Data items
◇ ◇ ◇ ◇ ◇
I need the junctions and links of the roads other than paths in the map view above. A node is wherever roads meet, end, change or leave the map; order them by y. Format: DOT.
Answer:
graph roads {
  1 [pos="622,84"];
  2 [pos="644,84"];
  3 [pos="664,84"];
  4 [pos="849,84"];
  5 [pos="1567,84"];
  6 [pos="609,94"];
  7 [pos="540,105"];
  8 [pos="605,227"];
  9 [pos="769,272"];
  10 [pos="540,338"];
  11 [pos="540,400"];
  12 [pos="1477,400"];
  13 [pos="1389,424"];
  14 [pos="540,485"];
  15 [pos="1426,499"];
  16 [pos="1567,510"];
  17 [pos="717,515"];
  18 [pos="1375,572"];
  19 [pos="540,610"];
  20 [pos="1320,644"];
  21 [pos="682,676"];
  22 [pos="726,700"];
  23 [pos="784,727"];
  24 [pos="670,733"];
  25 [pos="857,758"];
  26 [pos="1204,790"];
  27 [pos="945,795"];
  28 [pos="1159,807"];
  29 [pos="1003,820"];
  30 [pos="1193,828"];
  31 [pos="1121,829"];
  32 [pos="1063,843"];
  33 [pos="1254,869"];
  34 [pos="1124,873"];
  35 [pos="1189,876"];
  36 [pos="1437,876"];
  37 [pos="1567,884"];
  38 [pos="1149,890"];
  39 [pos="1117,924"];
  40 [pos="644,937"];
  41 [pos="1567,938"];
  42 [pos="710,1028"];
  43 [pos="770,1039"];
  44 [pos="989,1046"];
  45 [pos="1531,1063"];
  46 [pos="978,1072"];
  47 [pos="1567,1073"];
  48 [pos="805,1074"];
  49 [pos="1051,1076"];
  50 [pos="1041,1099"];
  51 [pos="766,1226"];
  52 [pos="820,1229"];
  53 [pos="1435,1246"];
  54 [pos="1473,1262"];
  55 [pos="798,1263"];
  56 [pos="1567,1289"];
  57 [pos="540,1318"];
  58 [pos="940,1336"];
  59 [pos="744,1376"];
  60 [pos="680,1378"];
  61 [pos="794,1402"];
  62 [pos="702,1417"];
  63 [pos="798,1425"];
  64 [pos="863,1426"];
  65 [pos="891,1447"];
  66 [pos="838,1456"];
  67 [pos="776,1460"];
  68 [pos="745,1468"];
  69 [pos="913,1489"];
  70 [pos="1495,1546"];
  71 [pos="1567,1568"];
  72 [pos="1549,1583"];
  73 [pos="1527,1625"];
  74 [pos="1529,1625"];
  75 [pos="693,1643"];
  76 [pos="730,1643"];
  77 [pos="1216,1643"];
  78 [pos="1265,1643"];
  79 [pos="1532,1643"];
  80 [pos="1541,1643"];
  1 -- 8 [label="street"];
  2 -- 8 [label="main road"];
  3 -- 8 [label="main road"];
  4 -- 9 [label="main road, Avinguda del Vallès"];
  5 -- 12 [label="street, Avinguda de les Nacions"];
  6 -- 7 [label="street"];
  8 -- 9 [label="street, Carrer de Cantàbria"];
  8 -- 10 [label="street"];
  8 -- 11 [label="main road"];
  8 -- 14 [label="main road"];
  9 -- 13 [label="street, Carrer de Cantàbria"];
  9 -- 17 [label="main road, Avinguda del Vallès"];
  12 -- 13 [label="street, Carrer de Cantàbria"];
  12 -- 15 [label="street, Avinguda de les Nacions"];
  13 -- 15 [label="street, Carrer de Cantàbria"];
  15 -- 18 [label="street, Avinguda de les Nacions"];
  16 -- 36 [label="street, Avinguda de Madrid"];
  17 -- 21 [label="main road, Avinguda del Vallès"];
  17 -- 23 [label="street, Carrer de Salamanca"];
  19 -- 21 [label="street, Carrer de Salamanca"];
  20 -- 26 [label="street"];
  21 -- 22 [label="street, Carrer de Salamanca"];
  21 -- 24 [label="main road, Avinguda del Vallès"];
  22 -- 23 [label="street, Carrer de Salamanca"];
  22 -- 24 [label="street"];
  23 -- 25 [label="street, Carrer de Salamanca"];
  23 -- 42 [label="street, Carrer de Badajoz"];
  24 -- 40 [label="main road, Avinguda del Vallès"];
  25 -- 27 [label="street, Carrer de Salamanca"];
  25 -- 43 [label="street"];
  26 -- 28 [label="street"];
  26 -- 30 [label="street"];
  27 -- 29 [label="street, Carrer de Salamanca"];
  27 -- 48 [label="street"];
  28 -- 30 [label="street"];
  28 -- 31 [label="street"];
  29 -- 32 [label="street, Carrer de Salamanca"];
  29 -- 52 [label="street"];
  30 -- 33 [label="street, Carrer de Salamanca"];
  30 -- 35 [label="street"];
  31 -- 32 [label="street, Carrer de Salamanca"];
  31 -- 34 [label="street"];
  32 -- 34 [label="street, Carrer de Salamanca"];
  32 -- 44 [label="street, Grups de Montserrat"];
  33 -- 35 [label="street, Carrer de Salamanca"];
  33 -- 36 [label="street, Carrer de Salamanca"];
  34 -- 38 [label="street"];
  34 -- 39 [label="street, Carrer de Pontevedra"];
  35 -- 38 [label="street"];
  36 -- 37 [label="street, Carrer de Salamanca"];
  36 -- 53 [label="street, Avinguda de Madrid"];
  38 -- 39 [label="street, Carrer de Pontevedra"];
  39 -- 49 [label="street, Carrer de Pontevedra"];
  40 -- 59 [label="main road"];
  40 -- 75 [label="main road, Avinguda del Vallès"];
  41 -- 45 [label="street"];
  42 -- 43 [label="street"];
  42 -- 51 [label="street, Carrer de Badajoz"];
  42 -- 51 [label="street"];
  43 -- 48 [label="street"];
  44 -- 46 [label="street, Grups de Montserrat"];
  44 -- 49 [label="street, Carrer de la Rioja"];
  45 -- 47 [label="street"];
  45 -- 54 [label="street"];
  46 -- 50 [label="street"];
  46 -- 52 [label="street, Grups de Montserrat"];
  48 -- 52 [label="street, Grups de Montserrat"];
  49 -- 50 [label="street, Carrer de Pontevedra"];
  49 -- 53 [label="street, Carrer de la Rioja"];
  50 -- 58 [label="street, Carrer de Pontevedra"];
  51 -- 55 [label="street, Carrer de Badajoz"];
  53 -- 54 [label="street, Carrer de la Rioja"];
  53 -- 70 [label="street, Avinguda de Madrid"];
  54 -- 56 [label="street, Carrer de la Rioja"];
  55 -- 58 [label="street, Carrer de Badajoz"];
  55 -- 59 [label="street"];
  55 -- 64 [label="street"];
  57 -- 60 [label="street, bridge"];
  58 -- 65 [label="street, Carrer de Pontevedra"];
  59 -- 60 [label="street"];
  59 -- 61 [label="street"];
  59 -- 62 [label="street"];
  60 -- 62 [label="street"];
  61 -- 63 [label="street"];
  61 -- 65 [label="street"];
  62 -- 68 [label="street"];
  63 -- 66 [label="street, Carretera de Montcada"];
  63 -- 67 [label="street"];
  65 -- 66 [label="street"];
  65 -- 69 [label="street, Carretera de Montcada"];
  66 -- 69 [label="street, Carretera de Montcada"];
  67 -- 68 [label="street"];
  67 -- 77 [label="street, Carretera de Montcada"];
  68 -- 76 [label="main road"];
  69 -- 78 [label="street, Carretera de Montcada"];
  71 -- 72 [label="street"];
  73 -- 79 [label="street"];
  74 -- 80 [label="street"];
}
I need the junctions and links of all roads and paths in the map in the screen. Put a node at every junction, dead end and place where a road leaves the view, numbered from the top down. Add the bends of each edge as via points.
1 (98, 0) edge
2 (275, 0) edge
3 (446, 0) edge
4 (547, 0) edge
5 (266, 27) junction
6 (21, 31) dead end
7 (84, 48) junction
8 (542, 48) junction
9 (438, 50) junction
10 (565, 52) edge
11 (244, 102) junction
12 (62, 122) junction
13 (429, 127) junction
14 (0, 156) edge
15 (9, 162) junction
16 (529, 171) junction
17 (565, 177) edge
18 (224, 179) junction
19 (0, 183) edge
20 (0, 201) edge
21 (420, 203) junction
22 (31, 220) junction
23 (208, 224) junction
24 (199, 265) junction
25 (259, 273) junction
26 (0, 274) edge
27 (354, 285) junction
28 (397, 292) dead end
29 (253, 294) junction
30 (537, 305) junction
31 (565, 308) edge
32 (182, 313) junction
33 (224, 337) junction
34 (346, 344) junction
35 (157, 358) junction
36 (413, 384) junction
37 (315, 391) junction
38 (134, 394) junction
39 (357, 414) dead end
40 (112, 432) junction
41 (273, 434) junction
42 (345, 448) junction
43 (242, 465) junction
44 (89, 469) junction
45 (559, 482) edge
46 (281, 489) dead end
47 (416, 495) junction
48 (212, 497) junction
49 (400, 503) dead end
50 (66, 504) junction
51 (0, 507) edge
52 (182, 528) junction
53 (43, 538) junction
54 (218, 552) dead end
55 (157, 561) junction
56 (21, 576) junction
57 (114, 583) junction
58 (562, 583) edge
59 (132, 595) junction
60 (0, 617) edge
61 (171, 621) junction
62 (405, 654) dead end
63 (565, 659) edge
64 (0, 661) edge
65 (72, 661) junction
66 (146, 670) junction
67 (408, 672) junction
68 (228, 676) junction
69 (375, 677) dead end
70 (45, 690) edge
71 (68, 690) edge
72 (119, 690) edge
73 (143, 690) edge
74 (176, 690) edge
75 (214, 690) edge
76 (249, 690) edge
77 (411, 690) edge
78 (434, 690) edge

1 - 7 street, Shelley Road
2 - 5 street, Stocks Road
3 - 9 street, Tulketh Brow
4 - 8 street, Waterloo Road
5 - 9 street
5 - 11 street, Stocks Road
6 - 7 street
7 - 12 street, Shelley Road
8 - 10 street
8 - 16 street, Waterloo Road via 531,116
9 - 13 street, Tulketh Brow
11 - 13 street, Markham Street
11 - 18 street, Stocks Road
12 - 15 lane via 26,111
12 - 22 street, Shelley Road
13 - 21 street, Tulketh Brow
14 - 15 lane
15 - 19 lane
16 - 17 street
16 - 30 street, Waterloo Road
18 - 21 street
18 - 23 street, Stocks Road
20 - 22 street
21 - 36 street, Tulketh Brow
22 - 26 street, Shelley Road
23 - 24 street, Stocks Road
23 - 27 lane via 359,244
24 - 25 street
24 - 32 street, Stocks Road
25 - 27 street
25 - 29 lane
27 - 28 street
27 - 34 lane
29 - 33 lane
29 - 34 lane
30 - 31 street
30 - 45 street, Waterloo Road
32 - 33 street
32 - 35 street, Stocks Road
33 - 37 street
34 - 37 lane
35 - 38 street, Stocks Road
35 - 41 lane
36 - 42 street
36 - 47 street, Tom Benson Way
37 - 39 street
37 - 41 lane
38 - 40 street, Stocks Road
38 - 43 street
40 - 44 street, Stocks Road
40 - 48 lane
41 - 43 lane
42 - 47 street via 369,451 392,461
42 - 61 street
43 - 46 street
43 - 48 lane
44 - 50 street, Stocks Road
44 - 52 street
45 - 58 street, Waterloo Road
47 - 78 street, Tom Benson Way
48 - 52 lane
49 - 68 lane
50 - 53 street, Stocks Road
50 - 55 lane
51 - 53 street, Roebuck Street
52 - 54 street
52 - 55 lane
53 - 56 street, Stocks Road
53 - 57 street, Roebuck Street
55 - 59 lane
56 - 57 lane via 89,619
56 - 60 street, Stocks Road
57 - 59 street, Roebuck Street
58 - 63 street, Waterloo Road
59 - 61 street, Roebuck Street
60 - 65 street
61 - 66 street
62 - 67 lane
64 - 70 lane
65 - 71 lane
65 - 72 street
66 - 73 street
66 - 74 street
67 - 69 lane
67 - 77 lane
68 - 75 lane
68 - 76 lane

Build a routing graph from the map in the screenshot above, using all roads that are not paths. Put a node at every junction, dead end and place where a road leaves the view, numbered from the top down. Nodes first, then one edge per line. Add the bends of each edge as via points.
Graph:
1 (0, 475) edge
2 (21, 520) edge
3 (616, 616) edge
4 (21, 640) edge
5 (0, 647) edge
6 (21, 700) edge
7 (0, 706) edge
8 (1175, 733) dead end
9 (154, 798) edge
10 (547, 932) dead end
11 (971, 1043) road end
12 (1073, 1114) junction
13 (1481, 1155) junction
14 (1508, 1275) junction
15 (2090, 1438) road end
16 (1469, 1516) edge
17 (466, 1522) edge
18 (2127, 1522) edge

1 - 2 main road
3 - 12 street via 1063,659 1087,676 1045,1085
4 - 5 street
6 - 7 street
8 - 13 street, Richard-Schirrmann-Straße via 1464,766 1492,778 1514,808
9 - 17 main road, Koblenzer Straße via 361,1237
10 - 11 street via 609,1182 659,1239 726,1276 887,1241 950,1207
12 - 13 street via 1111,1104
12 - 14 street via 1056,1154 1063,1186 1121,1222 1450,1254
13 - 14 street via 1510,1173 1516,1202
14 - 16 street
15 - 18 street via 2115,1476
◇ ◇ ◇ ◇ ◇
**Task brief:** Look through the data above and return each line where the string "Shelley" occurs.

**Response to the task:**
1 - 7 street, Shelley Road
7 - 12 street, Shelley Road
12 - 22 street, Shelley Road
22 - 26 street, Shelley Road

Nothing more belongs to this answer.